- Brief -
The reply must repeat the listing below exactly and carry none of its pictures.

- Excerpted data -

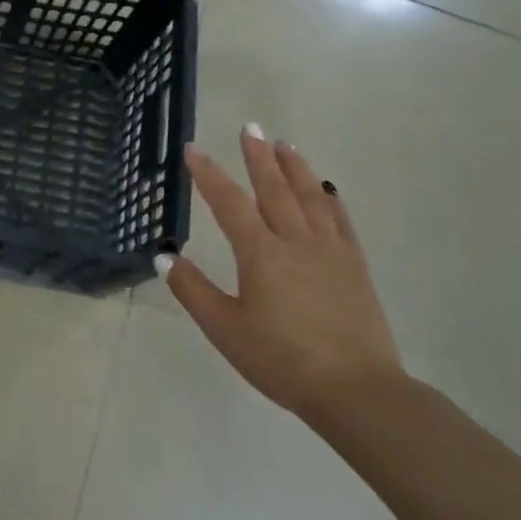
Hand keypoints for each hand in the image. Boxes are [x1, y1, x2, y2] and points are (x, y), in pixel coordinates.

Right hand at [159, 127, 405, 421]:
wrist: (357, 392)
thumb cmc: (282, 360)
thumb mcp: (225, 329)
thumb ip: (193, 290)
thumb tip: (163, 257)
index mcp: (260, 253)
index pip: (229, 202)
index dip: (208, 174)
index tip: (193, 150)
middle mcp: (295, 241)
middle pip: (274, 189)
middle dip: (258, 156)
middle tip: (249, 127)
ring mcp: (330, 252)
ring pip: (310, 197)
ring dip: (295, 168)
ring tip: (285, 144)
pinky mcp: (354, 267)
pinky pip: (341, 222)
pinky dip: (330, 200)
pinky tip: (327, 189)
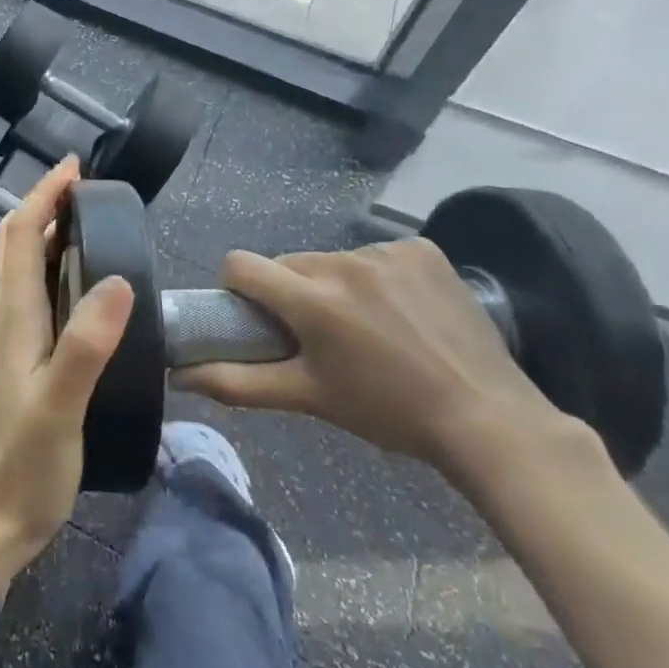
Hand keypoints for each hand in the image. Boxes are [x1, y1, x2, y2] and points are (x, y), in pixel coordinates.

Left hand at [0, 157, 132, 575]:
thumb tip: (118, 280)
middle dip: (42, 204)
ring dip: (43, 230)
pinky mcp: (23, 360)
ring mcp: (12, 339)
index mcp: (14, 317)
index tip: (75, 168)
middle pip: (14, 243)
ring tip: (82, 219)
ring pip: (19, 266)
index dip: (44, 196)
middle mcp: (8, 318)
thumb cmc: (26, 465)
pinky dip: (49, 266)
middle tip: (81, 186)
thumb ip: (86, 345)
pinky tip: (78, 283)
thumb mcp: (61, 405)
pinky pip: (32, 294)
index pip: (22, 235)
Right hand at [173, 240, 573, 474]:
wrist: (488, 419)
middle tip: (320, 336)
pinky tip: (404, 310)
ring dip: (337, 286)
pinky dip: (379, 277)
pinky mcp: (423, 249)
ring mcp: (387, 251)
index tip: (257, 317)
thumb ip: (238, 383)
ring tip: (370, 328)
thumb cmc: (387, 411)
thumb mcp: (308, 398)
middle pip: (290, 264)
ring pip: (334, 260)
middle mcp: (343, 263)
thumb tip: (180, 375)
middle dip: (293, 293)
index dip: (237, 288)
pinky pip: (378, 255)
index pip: (240, 264)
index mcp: (311, 299)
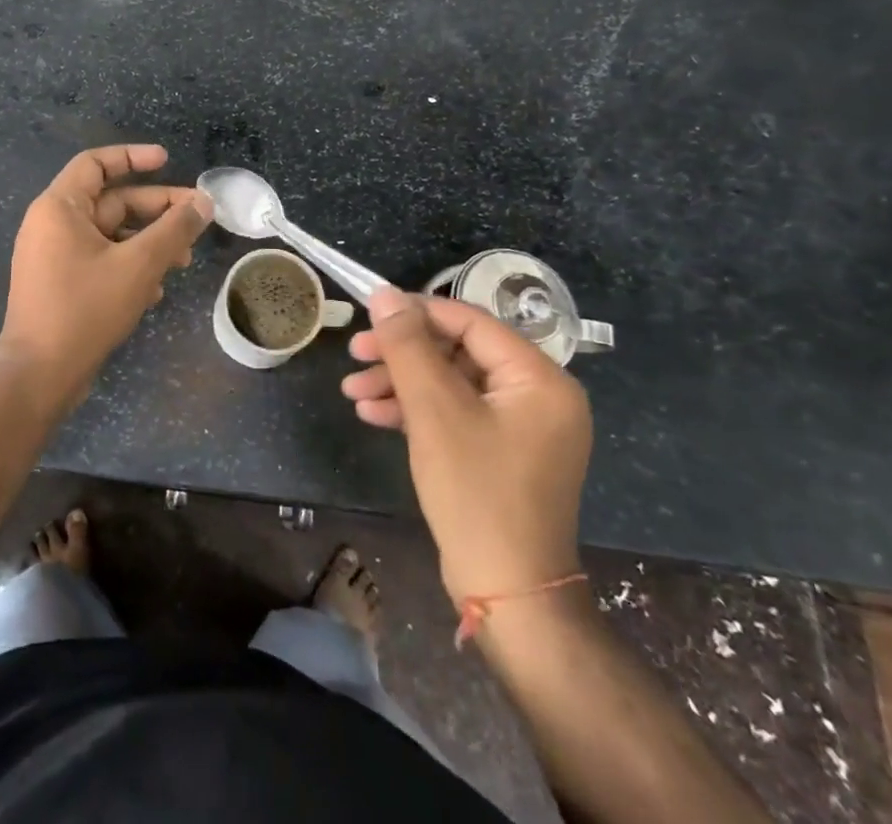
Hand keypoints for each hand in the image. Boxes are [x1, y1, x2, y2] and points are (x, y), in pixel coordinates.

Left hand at [0, 145, 211, 411]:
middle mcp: (52, 225)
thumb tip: (204, 203)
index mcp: (59, 207)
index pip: (96, 163)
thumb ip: (174, 229)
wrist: (39, 376)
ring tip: (183, 261)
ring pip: (111, 235)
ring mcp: (54, 256)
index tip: (167, 161)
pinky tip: (155, 291)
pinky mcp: (61, 284)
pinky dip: (130, 266)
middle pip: (111, 201)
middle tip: (197, 219)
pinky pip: (101, 260)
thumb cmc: (85, 309)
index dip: (133, 157)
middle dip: (156, 210)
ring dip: (149, 243)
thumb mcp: (139, 264)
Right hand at [342, 288, 591, 604]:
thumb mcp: (434, 411)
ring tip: (352, 390)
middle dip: (402, 355)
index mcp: (538, 378)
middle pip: (458, 352)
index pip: (471, 322)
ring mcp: (521, 428)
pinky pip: (457, 415)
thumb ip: (408, 346)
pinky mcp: (502, 454)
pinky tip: (373, 415)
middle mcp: (538, 396)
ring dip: (401, 384)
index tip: (370, 315)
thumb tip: (385, 294)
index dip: (417, 313)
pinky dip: (417, 412)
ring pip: (451, 384)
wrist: (507, 596)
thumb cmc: (476, 493)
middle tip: (355, 354)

- Task output -
Hand keypoints for each hand in the image. Boxes are [x1, y1, x2, y2] and points are (x, y), in pixel coordinates.

Right hand at [159, 127, 405, 421]:
wrist: (357, 392)
thumb cmc: (282, 360)
thumb mcp: (225, 329)
thumb ip: (193, 290)
thumb tip: (163, 257)
index mcp: (260, 253)
index pip: (229, 202)
index dip: (208, 174)
index tip: (193, 150)
middle mcp: (295, 241)
middle pip: (274, 189)
middle dip: (258, 156)
middle tip: (249, 127)
ring mcp: (330, 252)
ring pip: (310, 197)
ring dip: (295, 168)
ring tip: (285, 144)
pinky mcp: (354, 267)
pinky pip: (341, 222)
pinky dip: (330, 200)
pinky tip: (327, 189)
Hand keypoints for each hand in the image. Boxes are [x1, y1, x2, y2] and points are (x, y), in pixel coordinates.

Left hand at [0, 157, 132, 575]:
thumb tip: (118, 280)
middle dip: (42, 204)
ring dip: (43, 230)
pinky mcp: (23, 360)
ring mcp: (12, 339)
index mcp: (14, 317)
index tip: (75, 168)
middle pip: (14, 243)
ring tip: (82, 219)
ring pip: (19, 266)
index dip: (44, 196)
middle mcp: (8, 318)
thumb cmc: (26, 465)
pinky dip: (49, 266)
middle tip: (81, 186)
thumb ip: (86, 345)
pinky tip: (78, 283)
thumb mcp: (61, 405)
pinky pip: (32, 294)
index pip: (22, 235)
Right hand at [173, 240, 573, 474]:
wrist: (488, 419)
middle tip: (320, 336)
pinky tip: (404, 310)
ring dip: (337, 286)
pinky dip: (379, 277)
pinky mcp: (423, 249)
ring mcp: (387, 251)
index tip: (257, 317)
thumb ip: (238, 383)
ring tip: (370, 328)
thumb cmc: (387, 411)
thumb mcp: (308, 398)
middle pip: (290, 264)
ring pip: (334, 260)
middle mcp: (343, 263)
thumb tip: (180, 375)
middle dip: (293, 293)
index dip: (237, 288)
pinky pip: (378, 255)
index pip: (240, 264)
index mcp: (311, 299)
Hand keypoints for each hand in the image. Boxes are [x1, y1, x2, y2] and points are (x, y), in pixel coordinates.

Left hand at [0, 145, 211, 411]:
middle mcp: (52, 225)
thumb tip: (204, 203)
index mcp: (59, 207)
index pip: (96, 163)
thumb ip: (174, 229)
wrist: (39, 376)
ring tip: (183, 261)
ring pip: (111, 235)
ring mcp: (54, 256)
index tip: (167, 161)
pinky tip: (155, 291)
pinky mcp: (61, 284)
pinky dip: (130, 266)
middle pip: (111, 201)
middle tip: (197, 219)
pinky pip: (101, 260)
thumb cmc: (85, 309)
index dip: (133, 157)
middle dip: (156, 210)
ring dip: (149, 243)
thumb mcp: (139, 264)
Right hand at [342, 288, 591, 604]:
thumb mcp: (434, 411)
ring tip: (352, 390)
middle dip: (402, 355)
index mcp: (538, 378)
middle pip: (458, 352)
index pip: (471, 322)
ring mcp: (521, 428)
pinky pip: (457, 415)
thumb ip: (408, 346)
pinky mcp: (502, 454)
pinky tip: (373, 415)
middle mcp: (538, 396)
ring dip: (401, 384)
index tip: (370, 315)
thumb tip: (385, 294)
index dip: (417, 313)
pinky dip: (417, 412)
ring pip: (451, 384)
wrist: (507, 596)
thumb cmc: (476, 493)
middle tip: (355, 354)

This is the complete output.